Your job is to return every line in the data holding the string "Calzada".

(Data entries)
━━━━━━━━━━
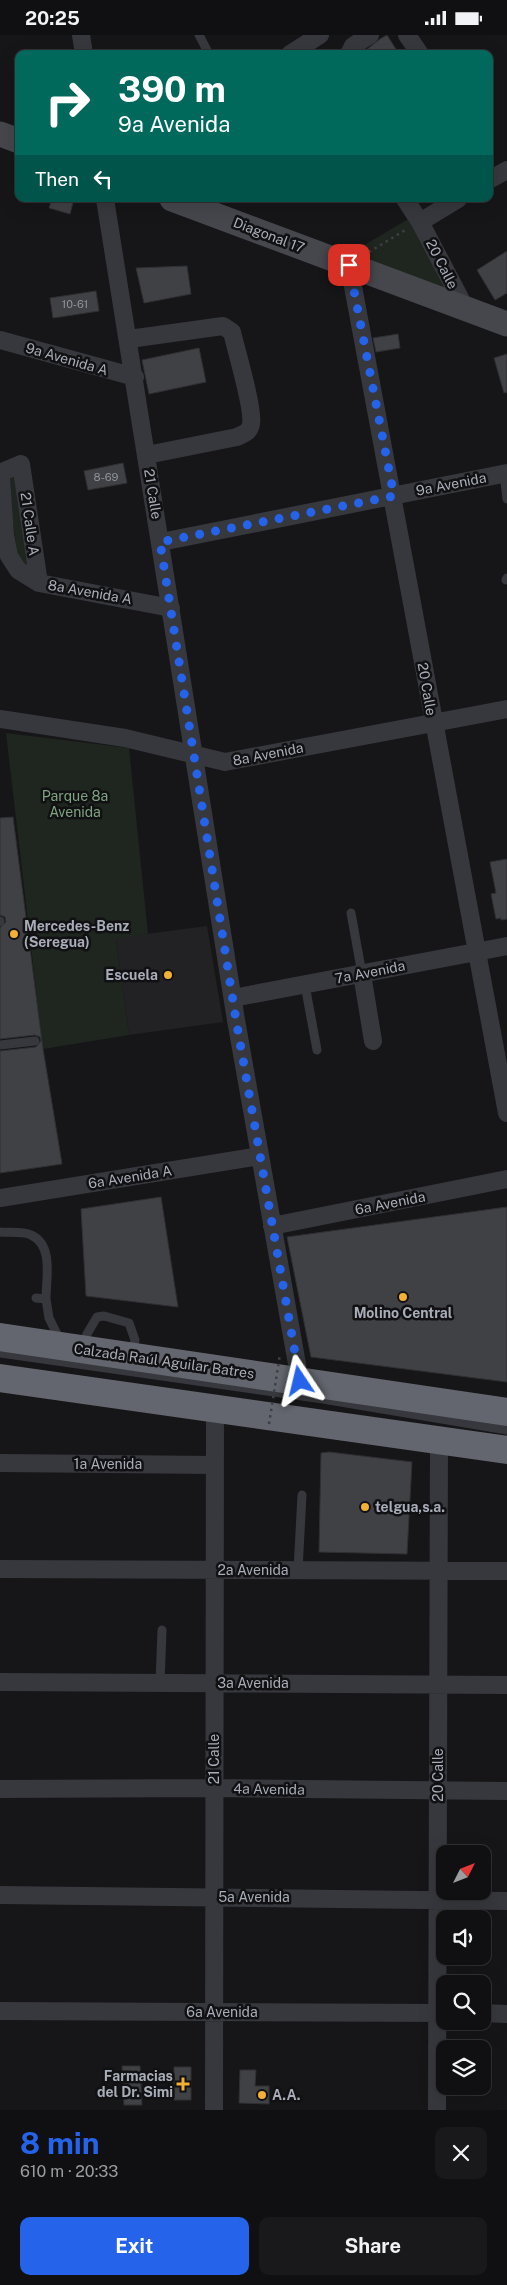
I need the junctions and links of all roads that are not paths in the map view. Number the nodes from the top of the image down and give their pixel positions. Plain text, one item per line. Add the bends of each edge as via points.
1 (81, 35) edge
2 (199, 35) edge
3 (370, 35) edge
4 (407, 35) edge
5 (311, 42) edge
6 (83, 50) edge
7 (207, 50) edge
8 (297, 50) edge
9 (351, 50) edge
10 (417, 50) edge
11 (0, 135) edge
12 (15, 140) edge
13 (507, 169) edge
14 (493, 178) edge
15 (106, 202) edge
16 (180, 202) edge
17 (407, 202) edge
18 (453, 202) edge
19 (420, 222) junction
20 (349, 265) junction
21 (462, 307) junction
22 (507, 324) edge
23 (0, 338) edge
24 (129, 339) junction
25 (135, 377) junction
26 (147, 455) junction
27 (506, 474) edge
28 (394, 496) junction
29 (507, 499) edge
30 (160, 542) junction
31 (15, 564) joint
32 (39, 583) junction
33 (171, 608) junction
34 (507, 709) edge
35 (0, 719) edge
36 (433, 723) junction
37 (194, 755) junction
38 (351, 913) dead end
39 (507, 945) edge
40 (476, 951) junction
41 (362, 974) junction
42 (304, 985) junction
43 (233, 998) junction
44 (35, 1041) dead end
45 (373, 1041) dead end
46 (501, 1043) edge
47 (0, 1045) edge
48 (318, 1049) dead end
49 (506, 1095) edge
50 (507, 1113) edge
51 (260, 1156) junction
52 (507, 1179) edge
53 (0, 1198) edge
54 (272, 1226) junction
55 (0, 1232) edge
56 (36, 1298) dead end
57 (46, 1299) junction
58 (0, 1337) edge
59 (72, 1347) junction
60 (0, 1353) edge
61 (0, 1378) edge
62 (300, 1381) junction
63 (215, 1407) junction
64 (507, 1412) edge
65 (507, 1430) edge
66 (439, 1440) junction
67 (507, 1450) edge
68 (0, 1463) edge
69 (215, 1465) junction
70 (302, 1495) dead end
71 (0, 1569) edge
72 (215, 1569) junction
73 (298, 1570) junction
74 (438, 1571) junction
75 (507, 1571) edge
76 (162, 1630) dead end
77 (0, 1682) edge
78 (160, 1683) junction
79 (215, 1683) junction
80 (438, 1684) junction
81 (507, 1685) edge
82 (214, 1788) junction
83 (0, 1789) edge
84 (438, 1791) junction
85 (507, 1791) edge
86 (438, 1845) edge
87 (0, 1895) edge
88 (214, 1897) junction
89 (436, 1899) edge
90 (437, 1900) edge
91 (472, 1900) edge
92 (507, 1901) edge
93 (440, 1975) edge
94 (0, 2011) edge
95 (214, 2012) junction
96 (436, 2013) edge
97 (491, 2013) edge
98 (507, 2013) edge
99 (440, 2030) edge
100 (214, 2110) edge
101 (437, 2110) edge

1 - 6 street
2 - 7 lane
3 - 9 street
4 - 10 street
5 - 8 street
11 - 12 main road
13 - 14 street
15 - 24 street, 21 Calle
16 - 20 main road, Diagonal 17
17 - 19 street, 20 Calle
18 - 19 street
19 - 21 street, 20 Calle
20 - 21 main road, Diagonal 17
20 - 28 street, 20 Calle
21 - 22 main road, Diagonal 17
23 - 25 street, 9a Avenida A
24 - 25 street, 21 Calle
24 - 26 street via 223,326 232,332 248,402 251,424 247,432 237,437
25 - 26 street, 21 Calle
26 - 30 street, 21 Calle
27 - 28 street, 9a Avenida
27 - 29 lane
28 - 30 street, 9a Avenida
28 - 36 street, 20 Calle
30 - 33 street, 21 Calle
31 - 32 street, 8a Avenida A via 18,570
31 - 32 street, 21 Calle A via 9,556 5,535 1,479 2,472 22,464
32 - 33 street, 8a Avenida A
33 - 37 street, 21 Calle
34 - 36 street, 8a Avenida
35 - 37 street, 8a Avenida via 125,738
36 - 37 street, 8a Avenida via 225,762
36 - 40 street, 20 Calle
37 - 43 street, 21 Calle
38 - 41 lane
39 - 40 street, 7a Avenida
40 - 41 street, 7a Avenida
40 - 46 street, 20 Calle
41 - 42 street, 7a Avenida
41 - 45 street
42 - 43 street, 7a Avenida
42 - 48 lane
43 - 51 street, 21 Calle
44 - 47 lane
46 - 49 street, 20 Calle
49 - 50 street, 20 Calle
51 - 53 street, 6a Avenida A
51 - 54 street, 21 Calle
52 - 54 street, 6a Avenida
54 - 62 street, 21 Calle
55 - 57 lane via 30,1235 43,1244
56 - 57 lane
57 - 59 lane via 50,1318
58 - 59 highway, Calzada Raúl Aguilar Batres
59 - 62 highway, Calzada Raúl Aguilar Batres
60 - 65 lane via 323,1399
61 - 63 highway
62 - 64 highway, Calzada Raúl Aguilar Batres
63 - 66 highway
63 - 69 street, 21 Calle
66 - 67 highway
66 - 74 street, 20 Calle
68 - 69 street, 1a Avenida
69 - 72 street, 21 Calle
70 - 73 lane
71 - 72 street, 2a Avenida
72 - 73 street, 2a Avenida
72 - 79 street, 21 Calle
73 - 74 street, 2a Avenida
74 - 75 street, 2a Avenida
74 - 80 street, 20 Calle
76 - 78 lane
77 - 78 street, 3a Avenida
78 - 79 street, 3a Avenida
79 - 80 street, 3a Avenida
79 - 82 street, 21 Calle
80 - 81 street, 3a Avenida
80 - 84 street, 20 Calle
82 - 83 street, 4a Avenida
82 - 84 street, 4a Avenida
82 - 88 street, 21 Calle
84 - 85 street, 4a Avenida
84 - 86 street, 20 Calle
87 - 88 street, 5a Avenida
88 - 89 street, 5a Avenida
88 - 95 street, 21 Calle
90 - 93 street, 20 Calle
91 - 92 street, 5a Avenida
94 - 95 street, 6a Avenida
95 - 96 street, 6a Avenida
95 - 100 street, 21 Calle
97 - 98 street
99 - 101 street, 20 Calle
━━━━━━━━━━
Task result:
58 - 59 highway, Calzada Raúl Aguilar Batres
59 - 62 highway, Calzada Raúl Aguilar Batres
62 - 64 highway, Calzada Raúl Aguilar Batres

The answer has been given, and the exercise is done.